# Mouse won't scroll!



## barnyardfun (Mar 26, 2005)

I have been using my old computer (just the tower) for the last couple months since my other one crashed.:grit: Just got my "new" computer back tonight and hooked it up. Everything is just great (super fast!) but my mouse won't scroll anymore. It was working fine just 5 minutes ago on the other computer and used to work on this one!:shrug: Usually I can use the wheel and scroll up and down a web page......now, nothing!

Please help because this is very annoying!:viking:

If it makes a difference the old computer is Win XP, new computer was Win Vista but looks like the guy updated it to Win 7.


----------



## Shrek (May 1, 2002)

barnyardfun said:


> I have been using my old computer (just the tower) for the last couple months since my other one crashed.:grit: Just got my "new" computer back tonight and hooked it up. Everything is just great (super fast!) but my mouse won't scroll anymore. It was working fine just 5 minutes ago on the other computer and used to work on this one!:shrug: Usually I can use the wheel and scroll up and down a web page......now, nothing!
> 
> Please help because this is very annoying!:viking:
> 
> If it makes a difference the old computer is Win XP, new computer was Win Vista but looks like the guy updated it to Win 7.

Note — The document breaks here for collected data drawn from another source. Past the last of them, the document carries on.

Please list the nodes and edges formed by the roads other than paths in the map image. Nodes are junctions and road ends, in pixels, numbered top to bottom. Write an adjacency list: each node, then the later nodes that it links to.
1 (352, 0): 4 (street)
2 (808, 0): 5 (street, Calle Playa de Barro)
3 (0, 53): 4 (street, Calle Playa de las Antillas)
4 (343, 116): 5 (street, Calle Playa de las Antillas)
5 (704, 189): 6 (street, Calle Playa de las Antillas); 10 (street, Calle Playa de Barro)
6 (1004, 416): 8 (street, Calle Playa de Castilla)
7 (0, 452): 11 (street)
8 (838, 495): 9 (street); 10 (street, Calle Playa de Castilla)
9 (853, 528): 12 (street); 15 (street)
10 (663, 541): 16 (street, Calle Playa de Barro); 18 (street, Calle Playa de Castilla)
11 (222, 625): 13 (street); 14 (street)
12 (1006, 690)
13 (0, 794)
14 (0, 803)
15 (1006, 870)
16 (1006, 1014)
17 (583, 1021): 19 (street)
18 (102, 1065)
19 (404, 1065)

You can start by using the troubleshoot tool for the mouse in control panel to make sure the mouse driver is seeing the mouse. Sometimes unplugging the mouse and cycling the power, then plugging the mouse in and cycling power again will correct things.

If it worked on the other PC but not the second, something to check is that you didnt bend or break a pin plugging it into the mouse port of the second PC and didnt key it properly.


If its an old ball and roller mouse it could be a simple hygeine issue checked by rolling the mouse ball with your finger. If it moves by finger rolling the ball and the scroll unlocks, its very likely roller and ball crud . Sometimes if an axis roller in the ball cavity cruds up it knocks out the scroll also.

Mouse ball crud its cured by unlocking the ball collar by turning it a quarter turn counter clockwise, removing the ball , cleaning out the ball cavity, using tweezers to carefully remove fuzz and funk from the X and Y axis rollers and cleaning the ball with rubbing alcohol and drying it and then reassembling the ball and collar by turning the collar 1/4 turn clockwise.

Clean or replace the mouse pad too if the mouse ball was funky.


----------



## arabian knight (Dec 19, 2005)

Shrek said:


> You can start by using the troubleshoot tool for the mouse in control panel to make sure the mouse driver is seeing the mouse. Sometimes unplugging the mouse and cycling the power, then plugging the mouse in and cycling power again will correct things.
> 
> If it worked on the other PC but not the second, something to check is that you didnt bend or break a pin plugging it into the mouse port of the second PC and didnt key it properly.
> 
> ...


 That is why for years now I only use "optical" mice, no need to do that fuzz cleaning, and then I went went wireless it is even better, no need to get tangled up in wires from either the keyboard of mouse.


----------



## barnyardfun (Mar 26, 2005)

It is an optical mouse so a guess the cleaning wouldn't be it. I will try unplugging and all that. Sure isn't fun having to navigate a web page with the scroll buttons on the side!


----------



## barnyardfun (Mar 26, 2005)

YIPPY!:banana02: I shut off the computer, unplugged and plugged in the mouse, restarted computer and IT WORKS! THANK YOU!


----------



## mnn2501 (Apr 2, 2008)

Generally most computers using XP or newer will automatically load the correct mouse drivers, however you may need to reload them manually, or it could be a setting in the control panel. I would reboot the computer (with the mouse attached) before doing anything else though, you'd be surprised how many things rebooting fixes.
We could get rid of half our help desk staff if people would reboot their computer before calling for help.

****
ok - so you fixed it while I was typing -- by rebooting


----------